BY KUDZAI CHIMHANGWA
EQUITABLE intra-regional trade, as espoused by the tripartite free trade area (TFTA), is being stifled by varying levels of economic development in different countries, a cabinet minister said last week.
The envisaged TFTA is composed of member states from the Common Market for East and Southern Africa (Comesa), Southern African Development Community (Sadc) and East African Community (EAC).
Regional Integration and International Co-operation minister, Priscilla Misihairabwi-Mushonga said individual countries in the region were unlikely to disrupt their national industrialisation interests in favour of regional industrial development objectives.
“The TFTA would encourage the opening up of markets to member states so as to facilitate trade, but each individual state needs to protect its own local industries.
“Without some form of protection, you end up messing up your own industrialisation process,” she said.
The minister said some countries were reluctant to reduce tariffs.
Misihairambwi-Mushonga however, said there was a commitment made by member states to assist each other in terms of working on the industrialisation aspect, following tripartite discussions at the grand free trade area forum in May last year in Namibia.
The existence of trade restrictions and bureaucratic regulations have also been fingered as key impediments towards regional integration as most of the concerned economies are reliant on revenue emanating from exports and import duties.
The TFTA integration process is to be centred on three pillars, namely: market integration, infrastructure development and industrial development, with the objective of addressing member states’ productive capacity constraints.

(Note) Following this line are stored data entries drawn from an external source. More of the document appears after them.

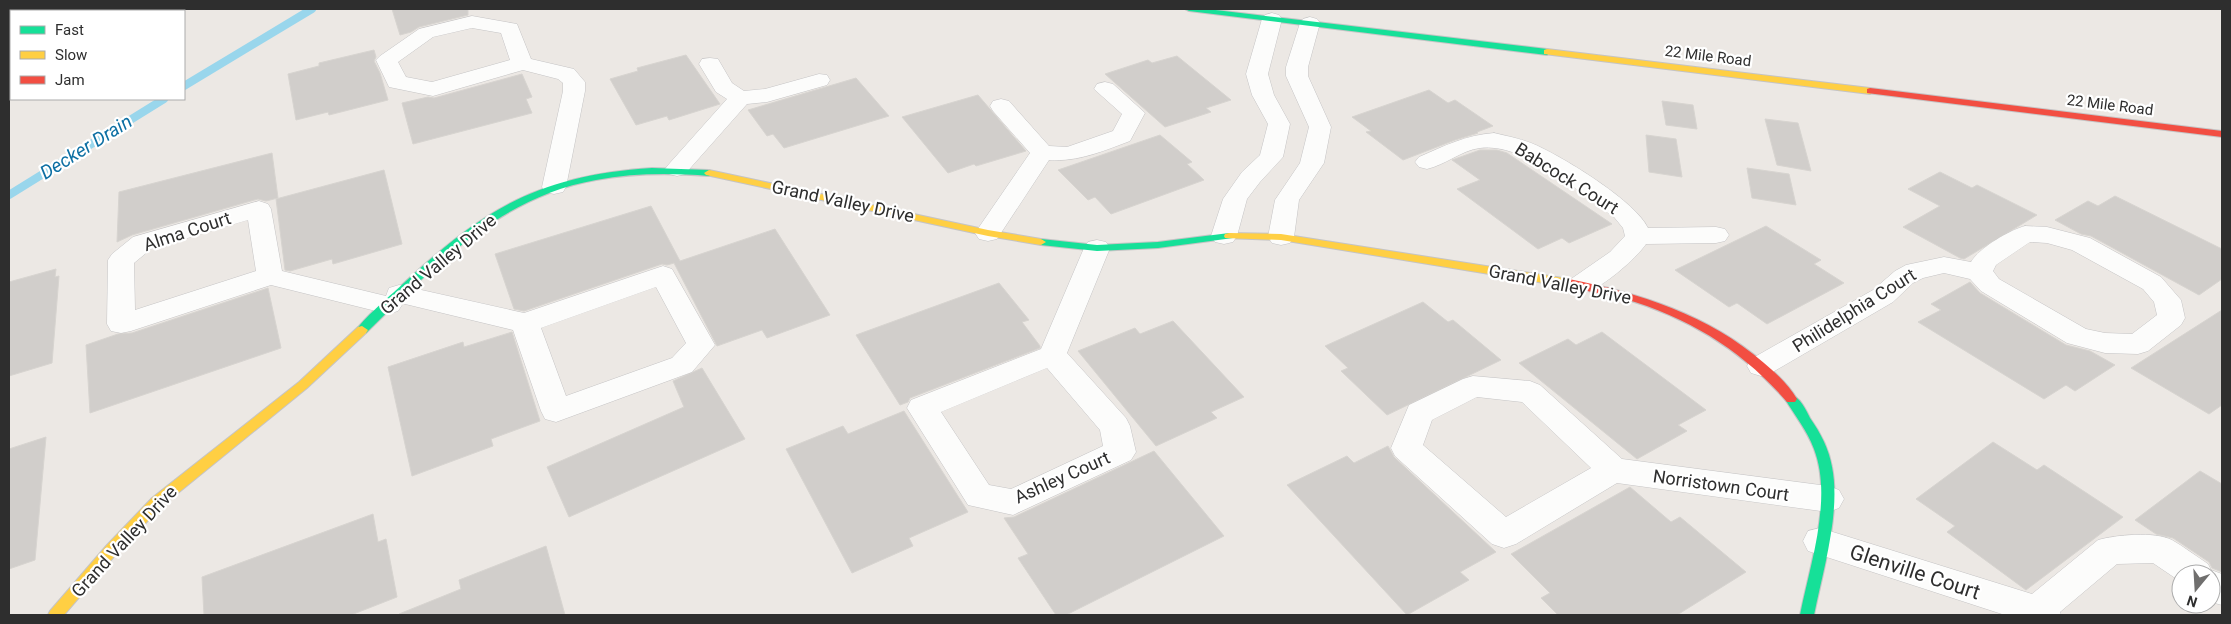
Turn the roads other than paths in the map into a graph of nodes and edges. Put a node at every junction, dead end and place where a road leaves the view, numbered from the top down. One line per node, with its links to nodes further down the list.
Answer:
1 (1189, 9): 2 (street, 22 Mile Road)
2 (1272, 19): 3 (street, 22 Mile Road); 10 (street)
3 (1310, 23): 11 (street); 12 (street, 22 Mile Road)
4 (522, 63): 4 (street); 16 (street)
5 (710, 64): 8 (street)
6 (818, 80): 8 (street)
7 (1105, 89): 13 (street)
8 (740, 98): 15 (street)
9 (1001, 106): 13 (street)
10 (1279, 124): 11 (street); 18 (street)
11 (1320, 127): 21 (street)
12 (2222, 134)
13 (1042, 152): 17 (street)
14 (1427, 162): 19 (street, Babcock Court)
15 (677, 169): 16 (street, Grand Valley Drive); 17 (street, Grand Valley Drive)
16 (554, 187): 26 (street, Grand Valley Drive)
17 (988, 233): 22 (street, Grand Valley Drive)
18 (1224, 236): 21 (street, Grand Valley Drive); 22 (street, Grand Valley Drive)
19 (1638, 236): 20 (street); 25 (street)
20 (1716, 236)
21 (1281, 237): 25 (street, Grand Valley Drive)
22 (1097, 248): 28 (street)
23 (1979, 272): 23 (street); 29 (street, Philidelphia Court)
24 (270, 276): 24 (street, Alma Court); 26 (street)
25 (1580, 285): 29 (street, Grand Valley Drive)
26 (394, 300): 27 (street); 35 (street, Grand Valley Drive)
27 (524, 323): 27 (street)
28 (1052, 356): 28 (street, Ashley Court)
29 (1761, 366): 31 (street, Grand Valley Drive)
30 (1613, 470): 30 (street); 31 (street, Norristown Court)
31 (1828, 499): 32 (street, Grand Valley Drive)
32 (1820, 541): 34 (street, Glenville Court); 36 (street, Grand Valley Drive)
33 (2181, 564): 34 (street, Glenville Court)
34 (2041, 613)
35 (55, 615)
36 (1807, 615)

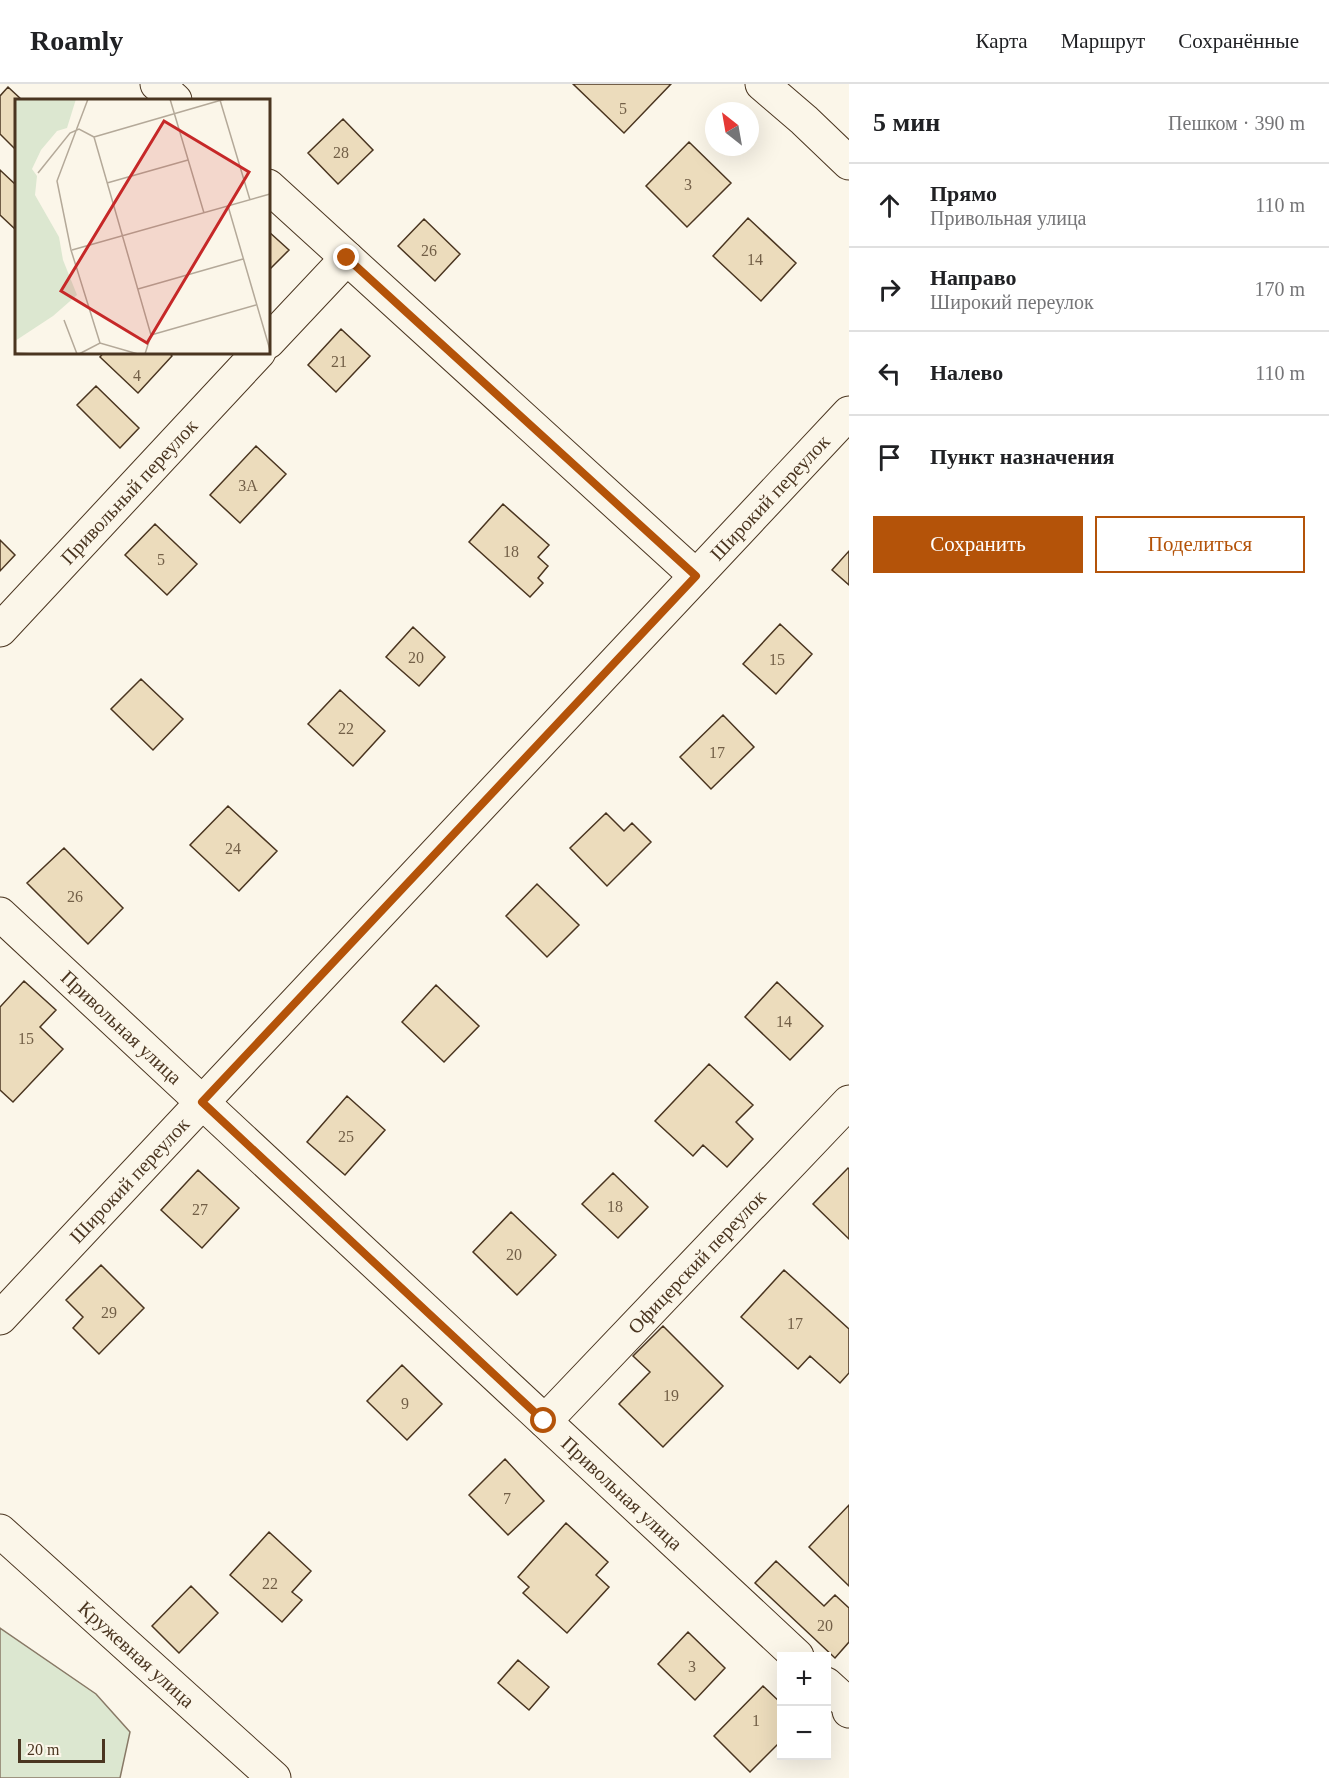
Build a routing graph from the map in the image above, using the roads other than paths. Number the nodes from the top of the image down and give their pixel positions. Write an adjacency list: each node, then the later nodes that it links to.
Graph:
1 (157, 84): 3 (street)
2 (762, 84): 4 (street)
3 (174, 99)
4 (849, 163)
5 (270, 188): 6 (street)
6 (347, 258): 7 (street); 10 (street)
7 (270, 340)
8 (257, 354): 11 (street, Привольный переулок)
9 (846, 421): 10 (street, Широкий переулок)
10 (696, 576): 13 (street, Широкий переулок)
11 (0, 630)
12 (0, 914): 13 (street, Привольная улица)
13 (202, 1102): 15 (street, Широкий переулок); 16 (street, Привольная улица)
14 (849, 1102): 16 (street, Офицерский переулок)
15 (0, 1318)
16 (544, 1421): 18 (street, Привольная улица)
17 (0, 1531): 19 (street, Кружевная улица)
18 (793, 1652)
19 (274, 1778)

Critics said regional integration was characterised by ambitious targets yet member states had a drab implementation record.
For example, although governments affiliated to the TFTA last year adopted a roadmap for the establishment of the grand free trade area, with specific timelines for activities and an institutional framework relating to negotiations and their conclusion, the time-frames have not been closely observed.
In respect of tariff negotiations, member states are required to undertake national and regional consultations on amalgamating tariff liberalisation in each regional economic community and submit remarks to a tripartite task force before end of this month.
A researcher with the South Africa-based Trade Law Centre, Sean Woolfrey said instead of being a binding regional industrial policy, the language of the draft TFTA suggested an approach simply based on co-operation between states.
“The downside of this weaker approach is that it opens up the possibility of some member states forging ahead with domestic industrial policies based on national objectives, while other less proactive members fail to make substantial progress in this area,” said Woolfrey in a research paper.
“Such a situation could easily serve to exacerbate existing levels of inequality in industrial development in the region.”
Under the tariff negotiations, member states that are presently participating in free trade areas are encouraged to extend the maximum level of tariff liberalisation achieved in their regional economic communities to all other TFTA states.